Non si è mai posto limiti e non lo fa ancora. L’unica occasione in Lukas Hofer aveva accennato a un possibile ritiro era nella stagione del Mondiale di Oberhof, perché vi vedeva la chiusura di un cerchio. Non poteva però terminare così, con quel Mondiale che era stato più sofferenza fisica che gioia, l’azzurro ha allora chiesto un’altra possibilità al suo fisico, dopo due stagioni costellate dagli infortuni. Molti pensavano fosse la fine di una grande carriera, ma non lui e ha avuto ragione. Nella passata stagione il biatleta del CS Carabinieri, classe 1989, è tornato in ottima forma, le gare sono state nuovamente un piacere e soprattutto si è sentito ancora più motivato grazie a una squadra giovane e competitiva attorno a sé.
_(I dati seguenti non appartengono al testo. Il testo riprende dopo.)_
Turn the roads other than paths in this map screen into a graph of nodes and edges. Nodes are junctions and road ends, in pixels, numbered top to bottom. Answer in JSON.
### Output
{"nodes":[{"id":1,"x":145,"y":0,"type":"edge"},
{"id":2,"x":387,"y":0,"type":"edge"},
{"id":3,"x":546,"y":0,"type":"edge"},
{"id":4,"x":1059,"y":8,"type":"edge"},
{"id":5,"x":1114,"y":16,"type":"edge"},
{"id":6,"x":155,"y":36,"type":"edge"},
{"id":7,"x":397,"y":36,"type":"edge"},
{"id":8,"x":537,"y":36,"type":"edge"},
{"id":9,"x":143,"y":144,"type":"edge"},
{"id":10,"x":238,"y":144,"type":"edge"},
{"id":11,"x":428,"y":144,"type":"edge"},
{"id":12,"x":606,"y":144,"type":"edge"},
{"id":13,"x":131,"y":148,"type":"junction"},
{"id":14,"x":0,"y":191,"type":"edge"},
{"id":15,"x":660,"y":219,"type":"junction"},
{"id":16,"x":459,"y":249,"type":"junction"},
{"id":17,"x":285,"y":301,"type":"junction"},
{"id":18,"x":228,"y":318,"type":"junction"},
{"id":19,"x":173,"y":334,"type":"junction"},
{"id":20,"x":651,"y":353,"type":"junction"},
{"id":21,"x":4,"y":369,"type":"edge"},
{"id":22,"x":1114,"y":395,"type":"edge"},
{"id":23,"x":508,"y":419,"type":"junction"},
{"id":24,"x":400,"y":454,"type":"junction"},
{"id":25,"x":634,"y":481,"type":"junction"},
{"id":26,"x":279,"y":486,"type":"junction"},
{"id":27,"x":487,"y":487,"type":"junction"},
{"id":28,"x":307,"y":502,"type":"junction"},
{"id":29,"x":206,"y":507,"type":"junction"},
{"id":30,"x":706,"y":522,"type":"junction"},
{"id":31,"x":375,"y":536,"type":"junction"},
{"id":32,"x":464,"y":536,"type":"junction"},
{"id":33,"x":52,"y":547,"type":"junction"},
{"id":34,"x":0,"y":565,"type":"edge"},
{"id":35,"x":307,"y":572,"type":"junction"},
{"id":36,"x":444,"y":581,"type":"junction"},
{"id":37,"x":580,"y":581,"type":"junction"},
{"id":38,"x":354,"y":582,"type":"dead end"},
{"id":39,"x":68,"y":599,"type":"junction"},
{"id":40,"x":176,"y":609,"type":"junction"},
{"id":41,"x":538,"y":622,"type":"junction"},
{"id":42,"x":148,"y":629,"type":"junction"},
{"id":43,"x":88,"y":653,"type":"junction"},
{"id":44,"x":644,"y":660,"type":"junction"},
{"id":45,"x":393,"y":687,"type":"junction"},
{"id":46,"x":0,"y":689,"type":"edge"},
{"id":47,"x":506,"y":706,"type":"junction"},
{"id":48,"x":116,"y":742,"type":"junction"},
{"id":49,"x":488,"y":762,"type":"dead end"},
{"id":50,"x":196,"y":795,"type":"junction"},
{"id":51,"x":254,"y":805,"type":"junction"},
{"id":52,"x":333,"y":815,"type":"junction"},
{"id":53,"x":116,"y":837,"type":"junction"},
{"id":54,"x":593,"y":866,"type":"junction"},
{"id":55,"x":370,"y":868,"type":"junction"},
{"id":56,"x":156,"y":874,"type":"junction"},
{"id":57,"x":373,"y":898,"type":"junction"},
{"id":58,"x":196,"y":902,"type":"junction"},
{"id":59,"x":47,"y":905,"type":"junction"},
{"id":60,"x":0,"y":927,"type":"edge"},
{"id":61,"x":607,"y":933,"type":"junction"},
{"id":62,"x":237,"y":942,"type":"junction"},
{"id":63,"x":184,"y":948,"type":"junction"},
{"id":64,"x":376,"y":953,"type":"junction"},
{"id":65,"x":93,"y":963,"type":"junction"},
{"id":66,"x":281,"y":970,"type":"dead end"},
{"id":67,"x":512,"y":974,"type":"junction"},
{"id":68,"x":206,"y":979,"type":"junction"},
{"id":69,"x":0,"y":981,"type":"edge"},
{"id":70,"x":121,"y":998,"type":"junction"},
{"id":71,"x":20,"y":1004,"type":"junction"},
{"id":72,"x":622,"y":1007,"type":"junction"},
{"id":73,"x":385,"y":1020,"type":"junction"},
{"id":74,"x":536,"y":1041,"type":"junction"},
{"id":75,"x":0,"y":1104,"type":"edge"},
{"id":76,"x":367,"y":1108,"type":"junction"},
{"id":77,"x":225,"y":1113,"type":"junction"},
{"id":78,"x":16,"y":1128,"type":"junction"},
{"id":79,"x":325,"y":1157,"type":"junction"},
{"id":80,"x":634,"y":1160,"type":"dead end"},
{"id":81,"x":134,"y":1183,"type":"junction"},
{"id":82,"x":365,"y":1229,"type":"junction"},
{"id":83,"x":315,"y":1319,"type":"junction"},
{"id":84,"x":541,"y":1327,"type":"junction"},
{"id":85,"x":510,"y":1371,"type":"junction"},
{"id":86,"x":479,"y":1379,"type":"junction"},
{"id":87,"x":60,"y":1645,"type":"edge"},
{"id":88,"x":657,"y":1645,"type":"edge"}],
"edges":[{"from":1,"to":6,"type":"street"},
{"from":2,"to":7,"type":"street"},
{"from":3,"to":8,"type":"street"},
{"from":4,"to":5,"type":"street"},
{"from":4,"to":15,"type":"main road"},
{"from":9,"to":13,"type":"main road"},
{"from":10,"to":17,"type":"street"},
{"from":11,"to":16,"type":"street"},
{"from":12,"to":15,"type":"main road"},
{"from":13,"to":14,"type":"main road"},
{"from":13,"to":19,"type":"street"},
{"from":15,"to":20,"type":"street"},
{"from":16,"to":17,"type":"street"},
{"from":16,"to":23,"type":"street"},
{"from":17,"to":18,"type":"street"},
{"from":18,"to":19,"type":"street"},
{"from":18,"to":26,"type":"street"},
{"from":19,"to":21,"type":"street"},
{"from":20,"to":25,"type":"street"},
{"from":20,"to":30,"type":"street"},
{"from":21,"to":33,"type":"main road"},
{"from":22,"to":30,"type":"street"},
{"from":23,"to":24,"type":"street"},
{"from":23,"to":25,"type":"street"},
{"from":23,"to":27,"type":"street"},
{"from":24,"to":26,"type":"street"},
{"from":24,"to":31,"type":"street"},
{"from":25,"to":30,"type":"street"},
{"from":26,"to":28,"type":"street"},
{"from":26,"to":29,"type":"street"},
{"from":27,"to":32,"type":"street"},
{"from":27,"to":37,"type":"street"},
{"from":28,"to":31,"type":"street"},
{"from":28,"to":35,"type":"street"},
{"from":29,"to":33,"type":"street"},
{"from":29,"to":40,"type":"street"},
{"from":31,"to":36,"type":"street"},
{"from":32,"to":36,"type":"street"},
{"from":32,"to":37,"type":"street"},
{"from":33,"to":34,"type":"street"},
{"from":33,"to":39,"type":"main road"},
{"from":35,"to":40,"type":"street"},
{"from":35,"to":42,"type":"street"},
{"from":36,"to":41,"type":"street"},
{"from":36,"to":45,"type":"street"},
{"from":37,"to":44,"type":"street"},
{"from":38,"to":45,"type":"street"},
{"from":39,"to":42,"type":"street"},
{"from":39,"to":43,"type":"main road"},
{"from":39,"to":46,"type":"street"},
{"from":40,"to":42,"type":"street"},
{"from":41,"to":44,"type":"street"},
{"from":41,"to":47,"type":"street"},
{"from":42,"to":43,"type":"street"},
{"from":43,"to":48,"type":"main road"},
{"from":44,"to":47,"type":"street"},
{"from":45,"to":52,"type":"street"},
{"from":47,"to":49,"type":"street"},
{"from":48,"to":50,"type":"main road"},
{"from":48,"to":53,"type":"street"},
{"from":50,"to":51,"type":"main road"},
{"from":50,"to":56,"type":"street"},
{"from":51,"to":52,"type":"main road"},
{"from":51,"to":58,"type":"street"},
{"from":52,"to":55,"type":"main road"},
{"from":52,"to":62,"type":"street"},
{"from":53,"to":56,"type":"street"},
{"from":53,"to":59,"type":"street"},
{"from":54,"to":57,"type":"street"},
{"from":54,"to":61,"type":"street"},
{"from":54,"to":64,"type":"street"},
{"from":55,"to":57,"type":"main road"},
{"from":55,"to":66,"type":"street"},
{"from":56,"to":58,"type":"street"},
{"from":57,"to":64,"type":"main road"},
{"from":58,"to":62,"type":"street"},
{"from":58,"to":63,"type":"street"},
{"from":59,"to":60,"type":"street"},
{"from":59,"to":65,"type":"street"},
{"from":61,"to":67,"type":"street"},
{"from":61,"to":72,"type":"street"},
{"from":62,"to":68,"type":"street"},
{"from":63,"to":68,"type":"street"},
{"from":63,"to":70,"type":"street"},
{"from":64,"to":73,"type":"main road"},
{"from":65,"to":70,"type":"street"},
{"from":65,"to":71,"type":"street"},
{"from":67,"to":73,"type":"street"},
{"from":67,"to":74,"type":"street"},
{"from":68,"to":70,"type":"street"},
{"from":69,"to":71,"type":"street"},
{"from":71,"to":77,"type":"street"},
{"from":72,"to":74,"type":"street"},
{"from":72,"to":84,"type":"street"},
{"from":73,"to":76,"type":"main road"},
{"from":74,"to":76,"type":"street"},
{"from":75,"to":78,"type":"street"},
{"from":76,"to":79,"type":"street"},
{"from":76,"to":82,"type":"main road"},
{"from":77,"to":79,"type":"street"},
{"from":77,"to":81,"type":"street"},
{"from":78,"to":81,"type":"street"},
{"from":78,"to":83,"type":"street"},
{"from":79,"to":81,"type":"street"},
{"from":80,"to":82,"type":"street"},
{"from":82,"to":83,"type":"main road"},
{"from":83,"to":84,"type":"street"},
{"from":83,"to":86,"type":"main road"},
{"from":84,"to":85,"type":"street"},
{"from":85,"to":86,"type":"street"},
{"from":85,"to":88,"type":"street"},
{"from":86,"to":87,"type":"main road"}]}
In tante stagioni di Coppa del Mondo, il trentacinquenne di San Lorenzo di Sebato ha gareggiato con diverse generazioni di biatleti, tanto da essere salito sul podio in staffetta con la bellezza di quindici compagni di squadra diversi (undici uomini e quattro donne).
Dopo due anni con la Svezia, Hofer è tornato ora ad allenarsi con la nazionale azzurra, anche se rispetto al suo gruppo ha optato pure per due blocchi in quota, ovviamente d’accordo con Andrea Zattoni.
Ciao Lukas. Come sta andando il raduno a Ruhpolding?
«Finora tutto bene. Stiamo facendo tanti lavori intensi, perché è una settimana di hit, caratterizzata quindi da lavori ad alta intensità. Tutto sta procedendo nel modo giusto e in norma. Sono davvero molto tranquillo».
Dopo due anni in cui d’estate ti sei allenato con la Svezia, da questa stagione sei tornato con l’Italia. Cosa ti ha spinto a questa scelta?
«Il progetto svedese è stato bello e stimolante, c’era anche la volontà da entrambe le parti di proseguire. Soltanto che mi sono reso conto che era difficile far coincidere tutte le cose, sia per alcuni impegni con gli sponsor che per altre motivazioni, che mi avrebbero costretto a saltare diversi raduni. A questo punto ho capito di dover essere onesto con me stesso e prendere una decisione chiara. Inoltre, non sarebbe stato giusto nemmeno nei loro confronti andare lì solo quando mi sarebbe servito. Alla fine abbiamo parlato apertamente con Johannes Lukas (allenatore Svezia, ndr) e questa era la cosa più giusta da fare.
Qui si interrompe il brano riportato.